Morocco is a key partner for Spain in trade, counter-extremism, and fighting irregular migration, among other fields.
Rabat – Spain’s Foreign Minister Arancha Gonzalez Laya has said that her country defends the “central role” of the United Nations in addressing the Western Sahara issue.
The Spanish diplomat made her remarks in an interview with Spanish news outlet El Periodico. She compared the UN’s role in Western Sahara to its role with Israel and Palestine and the Libyan conflict, in the sense that the UN leads the conflict resolution process and Spain supports the UN secretary general in those efforts.
Following developments in Guerguerat, Gonzalez Laya said that Spain maintains dialogue with all forces and parties involved in the Western Sahara conflict, including Morocco, Algeria, and Mauritania, as well as the member countries of the UN Security Council.
On November 13, Morocco’s Royal Armed Forces lifted a three-week blockade by Polisario militias in the buffer zone of Guerguerat with a “non-offensive” operation. The separatist group’s illegal act had prevented goods and people from crossing the Moroccan-Mauritanian border.
Countries from all continents have stressed the importance of maintaining the cross-border flow of civil and commercial traffic.
Mauritanian newspaper Al Wiam labeled Morocco’s operation as humanitarian in nature, following a significant rise in prices of certain goods in local markets.

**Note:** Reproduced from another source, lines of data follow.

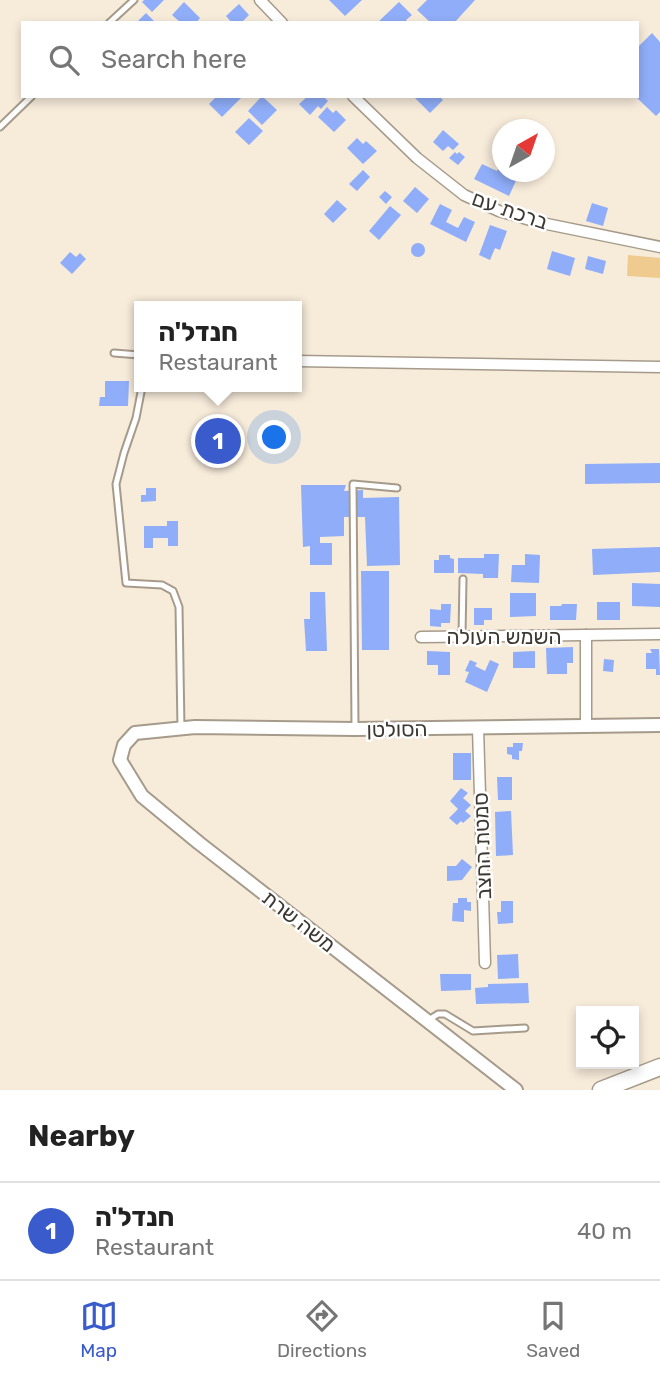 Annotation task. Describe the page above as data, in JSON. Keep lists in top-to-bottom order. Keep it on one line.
{"streets":{"street":["ברכת עם","השמש העולה","הסולטן","סמטת החצב","משה שרת"]},"crossings":[["השמש העולה","הסולטן"],["הסולטן","סמטת החצב"],["הסולטן","משה שרת"]],"north":"top right","page":{"search":"Search here","popup":["חנדל'ה","Restaurant"],"pins":"1","heading":"Nearby","list":[{"mark":"1","name":"חנדל'ה","note":"Restaurant","value":"40 m"}],"nav":["Map","Directions","Saved"]}} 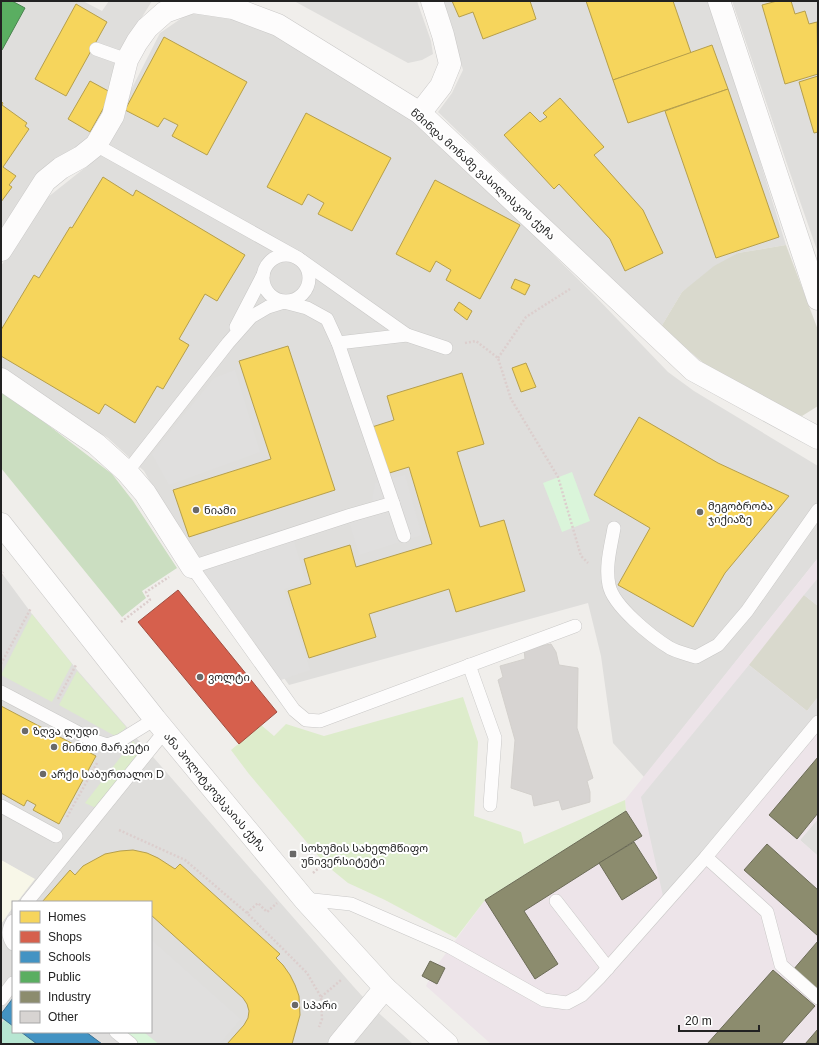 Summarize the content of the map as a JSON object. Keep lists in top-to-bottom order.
{
  "streets": {
    "street": ["წმინდა მოწამე ვასილისკოს ქუჩა", "ანა პოლიტკოვსკაიას ქუჩა"]
  },
  "places": {
    "other": [
      "ნიამი",
      "მეგობრობა ჯიქიაზე",
      "ვოლტი",
      "ზღვა ლუდი",
      "მინთი მარკეტი",
      "არქი საბურთალო D",
      "სპარი"
    ],
    "transit": ["სოხუმის სახელმწიფო უნივერსიტეტი"]
  },
  "legend": [
    "Homes",
    "Shops",
    "Schools",
    "Public",
    "Industry",
    "Other"
  ],
  "scale_bar": "20 m"
} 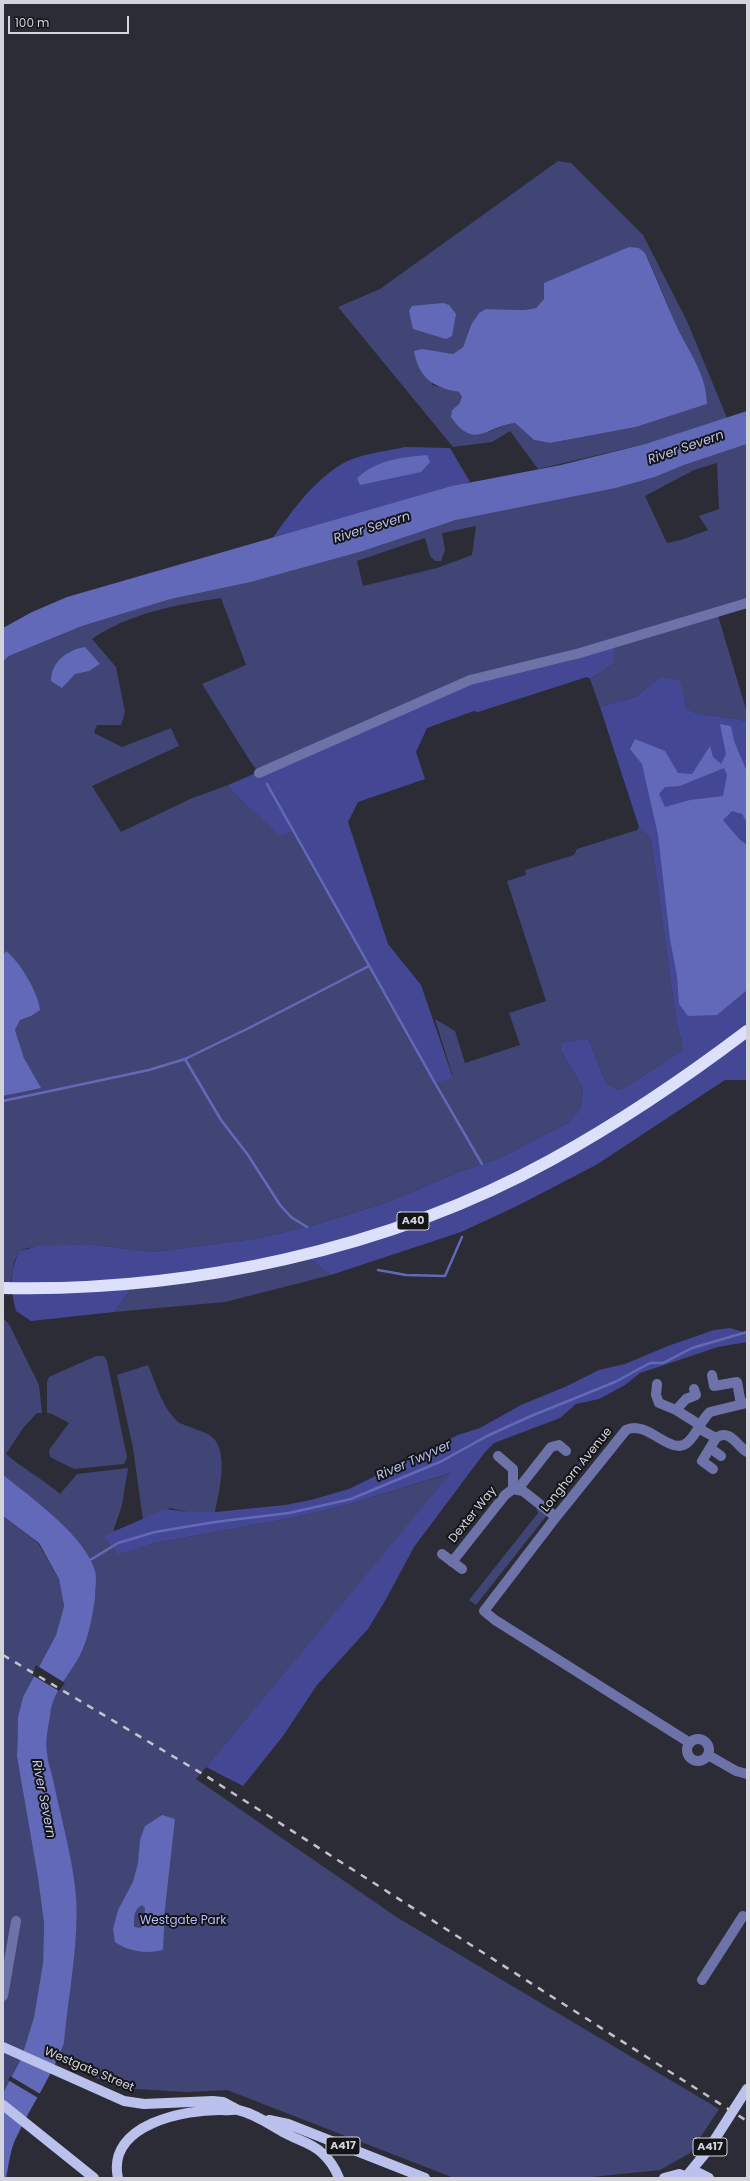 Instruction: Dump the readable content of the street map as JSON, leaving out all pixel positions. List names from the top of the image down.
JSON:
{
  "streets": {
    "highway": ["A40"],
    "main road": ["Westgate Street", "A417"],
    "street": ["Longhorn Avenue", "Dexter Way"]
  },
  "crossings": [
    ["Westgate Street", "A417"]
  ],
  "water": ["River Severn", "River Twyver"],
  "parks": ["Westgate Park"],
  "scale_bar": "100 m"
}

King Mohammed VI made the decision to act in Guerguerat after the UN failed to secure the situation. Secretary General Antonio Guterres and the Security Council repeatedly called on Polisario to cease its violations and leave the region, but those calls did not yield results.
Gonzalez Laya urged dialogue in light of the Guerguerat events, stressing the need to appoint a new personal envoy for Western Sahara for the UN secretary general. The position has been vacant for 18 months, she underlined.
Her call for dialogue also adds to Spain’s long-time support for the UN-led process for Western Sahara.
On November 19, the Spanish diplomat stressed that Spain’s position regarding Western Sahara is very clear and remains unchanged, adding that the European country supports the UN’s efforts to “guarantee the maintenance of the ceasefire” and advance “a political negotiation.”
She added that Spain’s position is one of “total support” for the UN-led political process.
In recent years, the international community has increasingly welcomed Morocco’s proposition for a pragmatic, compromise-based solution to the dispute.
On October 30, at the UN Security Council, the US expressed support for the UN-led political process in Western Sahara and urged the conflicting parties to resume negotiations “in good faith.”
Many observers see the Autonomy Plan Morocco presented in 2007 as the most viable route to a lasting solution for the Western Sahara dispute.